Susie and I drove away from our beloved Santa Barbara in the wee hours of a Friday, arriving in Cape Town, South Africa -- bodies and luggage fully in tact, ready to begin our adventures with gusto -- just as the sun was setting on Saturday evening. Even factoring in the nine hour time difference, in Africa's favor, it really is one helluva long journey.

It's one of life's most comforting gifts to be met by an enthusiastically waving friend of a friend upon landing on another continent. Hannah gathered us into her stylish, protective wings, piled us into Foxy (her 1989 VW), and drove us on the wrong side of the roads into Cape Town straight to The Backpack. We threw our bags into the room (named Simba), brushed our grubby teeth and set out to Obs (the Observatory neighborhood) for dinner at Ganesh, a restaurant serving real South African food, says Hannah. Alas, we managed to arrive the night before Easter, which translates into a long vacation weekend for practically the entire country, including the good folks at Ganesh.

No worries, there was an open pizza joint around the corner. Authentic South African pizza.

You know, there's something about South Africa that I found assuringly familiar (no, it wasn't the pizza cause it was different...and better, quite frankly). Usually, when I travel, I'm constantly freezing in my tracks declaring another moment of deja-vu.
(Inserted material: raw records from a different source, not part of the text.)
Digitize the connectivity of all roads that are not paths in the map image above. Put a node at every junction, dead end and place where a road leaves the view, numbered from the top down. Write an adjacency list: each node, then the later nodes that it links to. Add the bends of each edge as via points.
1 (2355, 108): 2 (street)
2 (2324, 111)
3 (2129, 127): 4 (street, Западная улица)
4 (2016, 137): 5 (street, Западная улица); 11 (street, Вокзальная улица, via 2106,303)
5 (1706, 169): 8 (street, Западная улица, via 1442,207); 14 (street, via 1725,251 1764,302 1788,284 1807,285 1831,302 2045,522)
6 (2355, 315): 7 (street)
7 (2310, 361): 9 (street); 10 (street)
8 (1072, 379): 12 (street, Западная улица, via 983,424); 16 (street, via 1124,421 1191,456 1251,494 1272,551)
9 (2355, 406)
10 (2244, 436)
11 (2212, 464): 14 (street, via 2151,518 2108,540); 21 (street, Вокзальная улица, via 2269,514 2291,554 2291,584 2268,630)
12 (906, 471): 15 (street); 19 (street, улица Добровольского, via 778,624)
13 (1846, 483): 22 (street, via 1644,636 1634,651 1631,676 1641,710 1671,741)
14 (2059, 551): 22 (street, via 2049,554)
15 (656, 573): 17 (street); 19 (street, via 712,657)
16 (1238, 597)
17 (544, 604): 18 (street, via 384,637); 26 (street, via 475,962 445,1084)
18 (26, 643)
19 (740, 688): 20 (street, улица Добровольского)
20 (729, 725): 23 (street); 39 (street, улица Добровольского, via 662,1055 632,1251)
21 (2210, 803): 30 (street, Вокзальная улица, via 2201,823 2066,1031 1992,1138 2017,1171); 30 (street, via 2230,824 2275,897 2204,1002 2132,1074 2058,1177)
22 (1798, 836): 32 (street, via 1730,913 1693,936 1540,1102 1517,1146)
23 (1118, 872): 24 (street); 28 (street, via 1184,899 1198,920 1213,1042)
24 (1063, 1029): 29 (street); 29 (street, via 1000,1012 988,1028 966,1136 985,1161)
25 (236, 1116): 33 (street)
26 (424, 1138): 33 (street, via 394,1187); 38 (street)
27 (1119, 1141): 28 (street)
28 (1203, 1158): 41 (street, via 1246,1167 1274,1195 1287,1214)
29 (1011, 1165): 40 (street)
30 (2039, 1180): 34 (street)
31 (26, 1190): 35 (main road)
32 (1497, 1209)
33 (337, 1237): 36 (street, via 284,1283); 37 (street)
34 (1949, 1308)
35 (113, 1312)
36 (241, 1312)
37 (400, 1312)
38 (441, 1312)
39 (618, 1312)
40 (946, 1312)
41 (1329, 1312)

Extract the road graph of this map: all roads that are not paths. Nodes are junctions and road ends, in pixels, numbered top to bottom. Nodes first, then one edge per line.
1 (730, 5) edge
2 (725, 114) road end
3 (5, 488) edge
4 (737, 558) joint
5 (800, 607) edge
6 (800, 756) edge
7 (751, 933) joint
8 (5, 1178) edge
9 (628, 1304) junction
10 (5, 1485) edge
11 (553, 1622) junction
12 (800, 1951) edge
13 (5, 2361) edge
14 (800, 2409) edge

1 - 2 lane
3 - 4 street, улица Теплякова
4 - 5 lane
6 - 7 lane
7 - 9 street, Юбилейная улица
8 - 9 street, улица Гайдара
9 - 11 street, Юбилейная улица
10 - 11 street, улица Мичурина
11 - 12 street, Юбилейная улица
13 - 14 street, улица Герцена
That didn't happen to me in South Africa, not even once. Still, with every drive we took, with every friend we made, it was all familiar. And good.

It's not particularly safe to be out and about at night in Cape Town. Cars are at risk for being broken into, stolen. There is a system
in place -- sometimes more official than others, depending on where you are -- where men wearing identifying florescent-yellow vests mill around the streets making sure nobody bothers the vehicles. In return, drivers are expected to tip the guards, usually something in the range of a dollar or less.

After pizza, we were followed back to Foxy by a man,
slightly wobbling, who clearly had fashioned his own guard vest out of some sort of foam-like material and string. He was friendly enough, chatted us up and kept a non-threatening distance. Hannah gave him a few coins, honoring his presence graciously, and informed us with a giggle that he must have been the most unofficial car watcher she'd ever encountered.

We parted ways with Hannah with plans to meet up in the morning for a drive; we wanted to be big ol' tourists and see the penguins on the beach. Susie and I drifted easily into sleep, thankful The Backpack didn't include a television screen in our room.